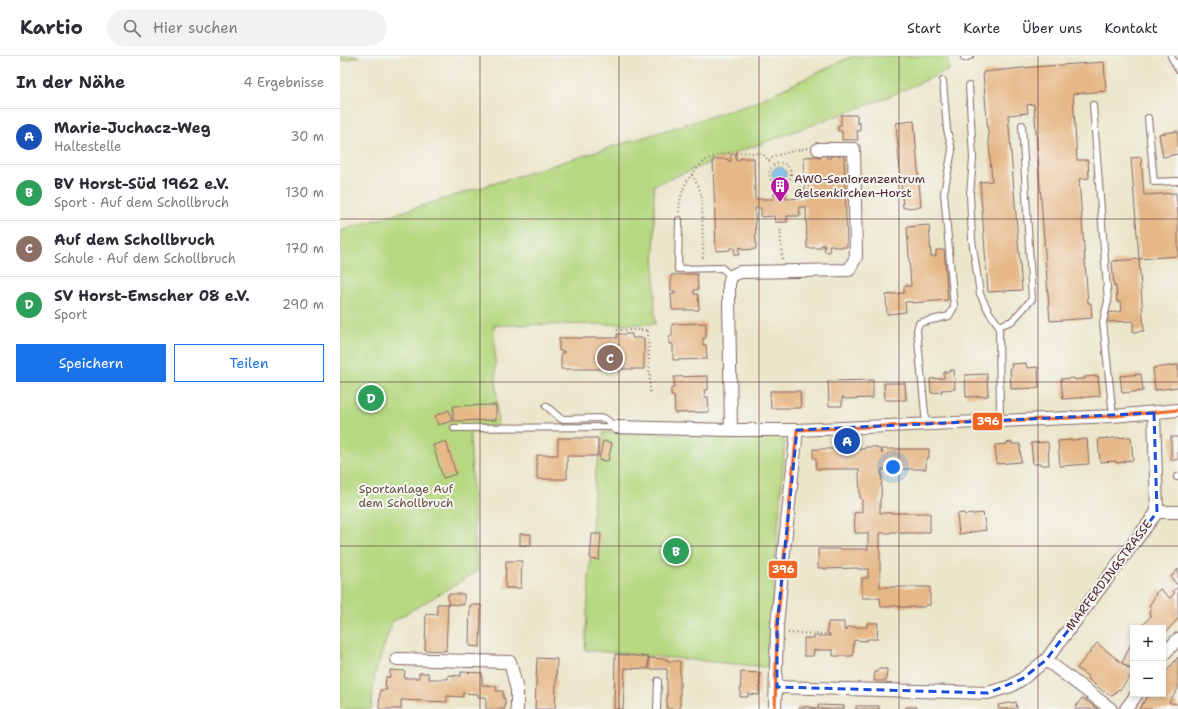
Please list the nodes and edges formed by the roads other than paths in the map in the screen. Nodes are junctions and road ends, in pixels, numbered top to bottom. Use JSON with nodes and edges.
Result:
{"nodes":[{"id":1,"x":1171,"y":56,"type":"edge"},
{"id":2,"x":1178,"y":70,"type":"edge"},
{"id":3,"x":943,"y":82,"type":"dead end"},
{"id":4,"x":969,"y":86,"type":"dead end"},
{"id":5,"x":1093,"y":105,"type":"dead end"},
{"id":6,"x":1148,"y":118,"type":"dead end"},
{"id":7,"x":1022,"y":125,"type":"dead end"},
{"id":8,"x":818,"y":149,"type":"road end"},
{"id":9,"x":1178,"y":181,"type":"edge"},
{"id":10,"x":679,"y":220,"type":"road end"},
{"id":11,"x":731,"y":276,"type":"junction"},
{"id":12,"x":999,"y":326,"type":"junction"},
{"id":13,"x":546,"y":406,"type":"dead end"},
{"id":14,"x":1178,"y":410,"type":"edge"},
{"id":15,"x":1154,"y":413,"type":"junction"},
{"id":16,"x":1113,"y":416,"type":"junction"},
{"id":17,"x":1000,"y":422,"type":"junction"},
{"id":18,"x":926,"y":424,"type":"junction"},
{"id":19,"x":616,"y":427,"type":"junction"},
{"id":20,"x":454,"y":428,"type":"dead end"},
{"id":21,"x":730,"y":430,"type":"junction"},
{"id":22,"x":798,"y":430,"type":"junction"},
{"id":23,"x":1157,"y":512,"type":"junction"},
{"id":24,"x":1178,"y":512,"type":"edge"},
{"id":25,"x":1178,"y":639,"type":"edge"},
{"id":26,"x":1166,"y":652,"type":"edge"},
{"id":27,"x":397,"y":659,"type":"dead end"},
{"id":28,"x":1046,"y":660,"type":"junction"},
{"id":29,"x":658,"y":681,"type":"dead end"},
{"id":30,"x":776,"y":687,"type":"junction"},
{"id":31,"x":1135,"y":697,"type":"edge"},
{"id":32,"x":517,"y":709,"type":"edge"},
{"id":33,"x":657,"y":709,"type":"edge"},
{"id":34,"x":776,"y":709,"type":"edge"},
{"id":35,"x":1111,"y":709,"type":"edge"},
{"id":36,"x":1126,"y":709,"type":"edge"}],
"edges":[{"from":1,"to":2,"type":"lane"},
{"from":3,"to":18,"type":"lane"},
{"from":4,"to":12,"type":"lane"},
{"from":5,"to":16,"type":"lane"},
{"from":6,"to":9,"type":"lane"},
{"from":7,"to":12,"type":"lane"},
{"from":8,"to":11,"type":"street"},
{"from":10,"to":11,"type":"lane"},
{"from":11,"to":21,"type":"street"},
{"from":12,"to":17,"type":"lane"},
{"from":13,"to":19,"type":"lane"},
{"from":14,"to":15,"type":"street"},
{"from":15,"to":16,"type":"street"},
{"from":15,"to":23,"type":"street","name":"MARFERDINGSTRASSE"},
{"from":16,"to":17,"type":"street"},
{"from":17,"to":18,"type":"street"},
{"from":18,"to":22,"type":"street"},
{"from":19,"to":20,"type":"lane"},
{"from":19,"to":21,"type":"street"},
{"from":21,"to":22,"type":"street"},
{"from":22,"to":30,"type":"street"},
{"from":23,"to":24,"type":"street"},
{"from":23,"to":28,"type":"street","name":"MARFERDINGSTRASSE"},
{"from":25,"to":26,"type":"street"},
{"from":27,"to":32,"type":"street"},
{"from":28,"to":30,"type":"street","name":"MARFERDINGSTRASSE"},
{"from":28,"to":35,"type":"street"},
{"from":29,"to":33,"type":"lane"},
{"from":30,"to":34,"type":"street"},
{"from":31,"to":36,"type":"street"}]}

::::

* Your objective *
Restate the data word for word, minus any images.

* Finished exercise *
Please list the nodes and edges formed by the roads other than paths in the map in the screen. Nodes are junctions and road ends, in pixels, numbered top to bottom. Use JSON with nodes and edges.
Result:
{"nodes":[{"id":1,"x":1171,"y":56,"type":"edge"},
{"id":2,"x":1178,"y":70,"type":"edge"},
{"id":3,"x":943,"y":82,"type":"dead end"},
{"id":4,"x":969,"y":86,"type":"dead end"},
{"id":5,"x":1093,"y":105,"type":"dead end"},
{"id":6,"x":1148,"y":118,"type":"dead end"},
{"id":7,"x":1022,"y":125,"type":"dead end"},
{"id":8,"x":818,"y":149,"type":"road end"},
{"id":9,"x":1178,"y":181,"type":"edge"},
{"id":10,"x":679,"y":220,"type":"road end"},
{"id":11,"x":731,"y":276,"type":"junction"},
{"id":12,"x":999,"y":326,"type":"junction"},
{"id":13,"x":546,"y":406,"type":"dead end"},
{"id":14,"x":1178,"y":410,"type":"edge"},
{"id":15,"x":1154,"y":413,"type":"junction"},
{"id":16,"x":1113,"y":416,"type":"junction"},
{"id":17,"x":1000,"y":422,"type":"junction"},
{"id":18,"x":926,"y":424,"type":"junction"},
{"id":19,"x":616,"y":427,"type":"junction"},
{"id":20,"x":454,"y":428,"type":"dead end"},
{"id":21,"x":730,"y":430,"type":"junction"},
{"id":22,"x":798,"y":430,"type":"junction"},
{"id":23,"x":1157,"y":512,"type":"junction"},
{"id":24,"x":1178,"y":512,"type":"edge"},
{"id":25,"x":1178,"y":639,"type":"edge"},
{"id":26,"x":1166,"y":652,"type":"edge"},
{"id":27,"x":397,"y":659,"type":"dead end"},
{"id":28,"x":1046,"y":660,"type":"junction"},
{"id":29,"x":658,"y":681,"type":"dead end"},
{"id":30,"x":776,"y":687,"type":"junction"},
{"id":31,"x":1135,"y":697,"type":"edge"},
{"id":32,"x":517,"y":709,"type":"edge"},
{"id":33,"x":657,"y":709,"type":"edge"},
{"id":34,"x":776,"y":709,"type":"edge"},
{"id":35,"x":1111,"y":709,"type":"edge"},
{"id":36,"x":1126,"y":709,"type":"edge"}],
"edges":[{"from":1,"to":2,"type":"lane"},
{"from":3,"to":18,"type":"lane"},
{"from":4,"to":12,"type":"lane"},
{"from":5,"to":16,"type":"lane"},
{"from":6,"to":9,"type":"lane"},
{"from":7,"to":12,"type":"lane"},
{"from":8,"to":11,"type":"street"},
{"from":10,"to":11,"type":"lane"},
{"from":11,"to":21,"type":"street"},
{"from":12,"to":17,"type":"lane"},
{"from":13,"to":19,"type":"lane"},
{"from":14,"to":15,"type":"street"},
{"from":15,"to":16,"type":"street"},
{"from":15,"to":23,"type":"street","name":"MARFERDINGSTRASSE"},
{"from":16,"to":17,"type":"street"},
{"from":17,"to":18,"type":"street"},
{"from":18,"to":22,"type":"street"},
{"from":19,"to":20,"type":"lane"},
{"from":19,"to":21,"type":"street"},
{"from":21,"to":22,"type":"street"},
{"from":22,"to":30,"type":"street"},
{"from":23,"to":24,"type":"street"},
{"from":23,"to":28,"type":"street","name":"MARFERDINGSTRASSE"},
{"from":25,"to":26,"type":"street"},
{"from":27,"to":32,"type":"street"},
{"from":28,"to":30,"type":"street","name":"MARFERDINGSTRASSE"},
{"from":28,"to":35,"type":"street"},
{"from":29,"to":33,"type":"lane"},
{"from":30,"to":34,"type":"street"},
{"from":31,"to":36,"type":"street"}]}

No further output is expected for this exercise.